Work request:
Repeat the records below exactly. Omit the pictures.

Dataset excerpts:

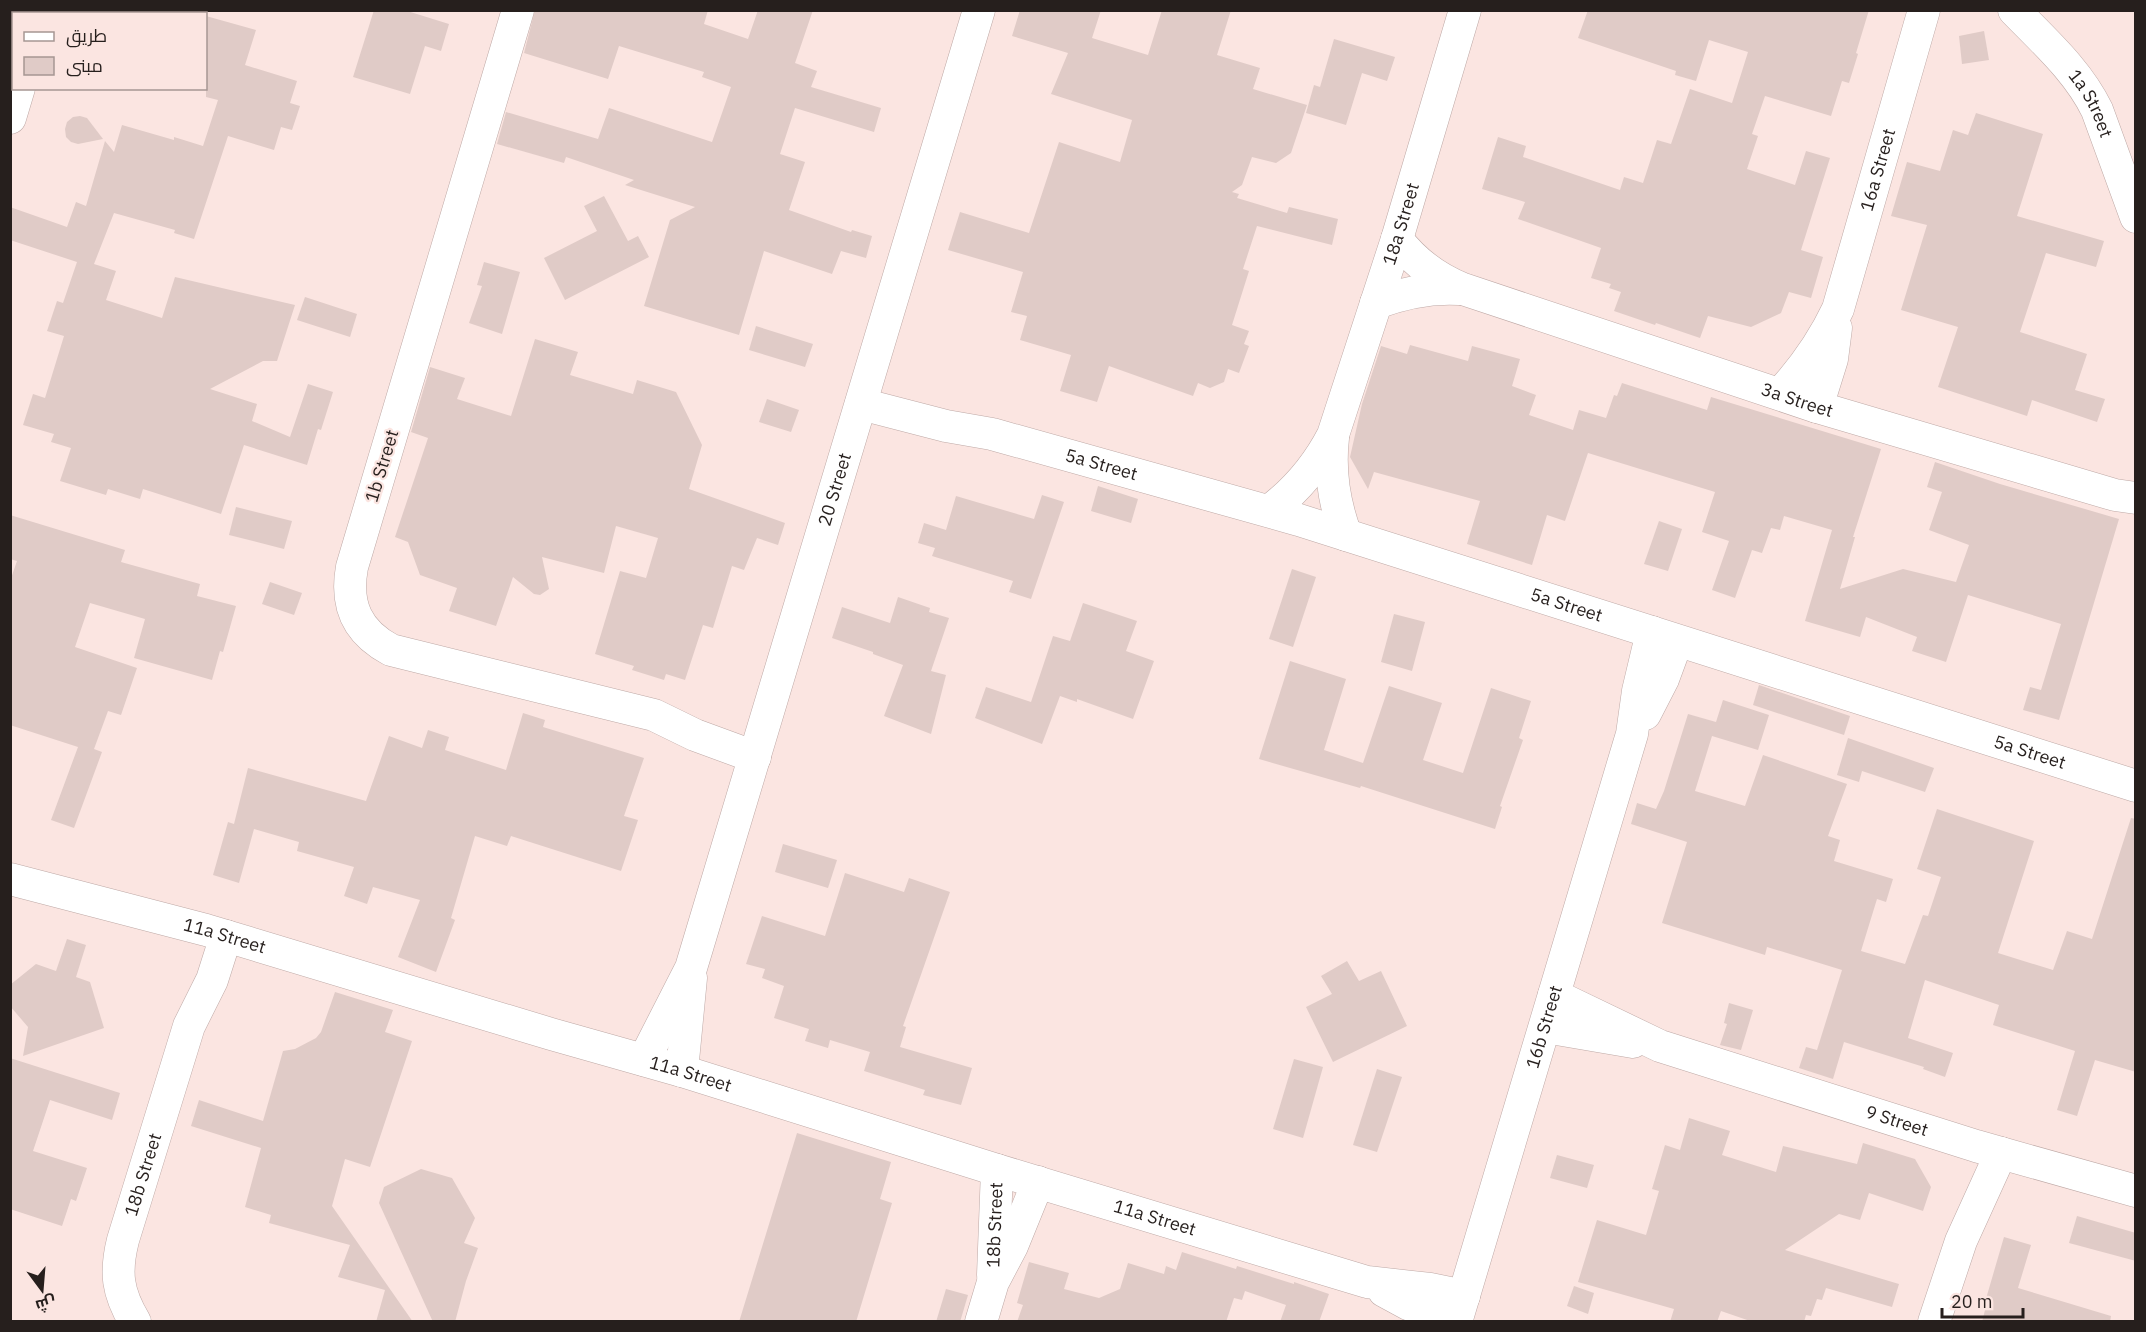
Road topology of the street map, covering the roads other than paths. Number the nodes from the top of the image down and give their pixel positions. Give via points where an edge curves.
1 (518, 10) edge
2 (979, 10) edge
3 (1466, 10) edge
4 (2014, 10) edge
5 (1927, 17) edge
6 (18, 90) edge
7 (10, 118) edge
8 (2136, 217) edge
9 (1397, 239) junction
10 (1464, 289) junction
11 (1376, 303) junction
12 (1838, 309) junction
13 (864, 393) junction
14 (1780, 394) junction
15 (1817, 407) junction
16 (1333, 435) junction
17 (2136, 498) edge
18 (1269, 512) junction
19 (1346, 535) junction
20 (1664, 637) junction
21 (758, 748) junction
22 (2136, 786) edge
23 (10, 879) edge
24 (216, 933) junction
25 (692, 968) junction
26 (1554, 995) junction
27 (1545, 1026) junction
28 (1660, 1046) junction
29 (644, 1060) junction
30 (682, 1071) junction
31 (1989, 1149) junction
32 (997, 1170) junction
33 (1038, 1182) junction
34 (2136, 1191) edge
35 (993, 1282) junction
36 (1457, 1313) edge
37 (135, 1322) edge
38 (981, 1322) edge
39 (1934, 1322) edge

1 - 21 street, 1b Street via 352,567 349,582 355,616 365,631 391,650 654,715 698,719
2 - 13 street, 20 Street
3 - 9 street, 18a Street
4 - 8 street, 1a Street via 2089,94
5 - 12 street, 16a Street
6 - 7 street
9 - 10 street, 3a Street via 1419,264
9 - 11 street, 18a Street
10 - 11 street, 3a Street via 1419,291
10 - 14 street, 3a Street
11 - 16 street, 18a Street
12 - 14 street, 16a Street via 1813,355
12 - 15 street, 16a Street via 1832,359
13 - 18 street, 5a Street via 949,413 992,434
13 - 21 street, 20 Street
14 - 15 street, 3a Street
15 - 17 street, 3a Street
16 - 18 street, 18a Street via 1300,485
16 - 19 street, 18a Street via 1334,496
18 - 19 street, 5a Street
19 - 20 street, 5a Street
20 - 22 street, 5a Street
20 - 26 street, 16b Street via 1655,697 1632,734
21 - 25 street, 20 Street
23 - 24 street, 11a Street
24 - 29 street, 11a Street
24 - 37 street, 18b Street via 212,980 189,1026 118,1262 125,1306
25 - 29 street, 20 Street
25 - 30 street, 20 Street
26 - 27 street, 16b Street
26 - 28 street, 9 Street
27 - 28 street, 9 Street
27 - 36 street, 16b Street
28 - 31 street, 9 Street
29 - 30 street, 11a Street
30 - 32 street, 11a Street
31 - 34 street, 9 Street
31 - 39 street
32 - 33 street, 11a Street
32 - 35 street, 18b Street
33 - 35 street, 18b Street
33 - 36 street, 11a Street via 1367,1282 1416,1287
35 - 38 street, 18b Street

Answer space:
Road topology of the street map, covering the roads other than paths. Number the nodes from the top of the image down and give their pixel positions. Give via points where an edge curves.
1 (518, 10) edge
2 (979, 10) edge
3 (1466, 10) edge
4 (2014, 10) edge
5 (1927, 17) edge
6 (18, 90) edge
7 (10, 118) edge
8 (2136, 217) edge
9 (1397, 239) junction
10 (1464, 289) junction
11 (1376, 303) junction
12 (1838, 309) junction
13 (864, 393) junction
14 (1780, 394) junction
15 (1817, 407) junction
16 (1333, 435) junction
17 (2136, 498) edge
18 (1269, 512) junction
19 (1346, 535) junction
20 (1664, 637) junction
21 (758, 748) junction
22 (2136, 786) edge
23 (10, 879) edge
24 (216, 933) junction
25 (692, 968) junction
26 (1554, 995) junction
27 (1545, 1026) junction
28 (1660, 1046) junction
29 (644, 1060) junction
30 (682, 1071) junction
31 (1989, 1149) junction
32 (997, 1170) junction
33 (1038, 1182) junction
34 (2136, 1191) edge
35 (993, 1282) junction
36 (1457, 1313) edge
37 (135, 1322) edge
38 (981, 1322) edge
39 (1934, 1322) edge

1 - 21 street, 1b Street via 352,567 349,582 355,616 365,631 391,650 654,715 698,719
2 - 13 street, 20 Street
3 - 9 street, 18a Street
4 - 8 street, 1a Street via 2089,94
5 - 12 street, 16a Street
6 - 7 street
9 - 10 street, 3a Street via 1419,264
9 - 11 street, 18a Street
10 - 11 street, 3a Street via 1419,291
10 - 14 street, 3a Street
11 - 16 street, 18a Street
12 - 14 street, 16a Street via 1813,355
12 - 15 street, 16a Street via 1832,359
13 - 18 street, 5a Street via 949,413 992,434
13 - 21 street, 20 Street
14 - 15 street, 3a Street
15 - 17 street, 3a Street
16 - 18 street, 18a Street via 1300,485
16 - 19 street, 18a Street via 1334,496
18 - 19 street, 5a Street
19 - 20 street, 5a Street
20 - 22 street, 5a Street
20 - 26 street, 16b Street via 1655,697 1632,734
21 - 25 street, 20 Street
23 - 24 street, 11a Street
24 - 29 street, 11a Street
24 - 37 street, 18b Street via 212,980 189,1026 118,1262 125,1306
25 - 29 street, 20 Street
25 - 30 street, 20 Street
26 - 27 street, 16b Street
26 - 28 street, 9 Street
27 - 28 street, 9 Street
27 - 36 street, 16b Street
28 - 31 street, 9 Street
29 - 30 street, 11a Street
30 - 32 street, 11a Street
31 - 34 street, 9 Street
31 - 39 street
32 - 33 street, 11a Street
32 - 35 street, 18b Street
33 - 35 street, 18b Street
33 - 36 street, 11a Street via 1367,1282 1416,1287
35 - 38 street, 18b Street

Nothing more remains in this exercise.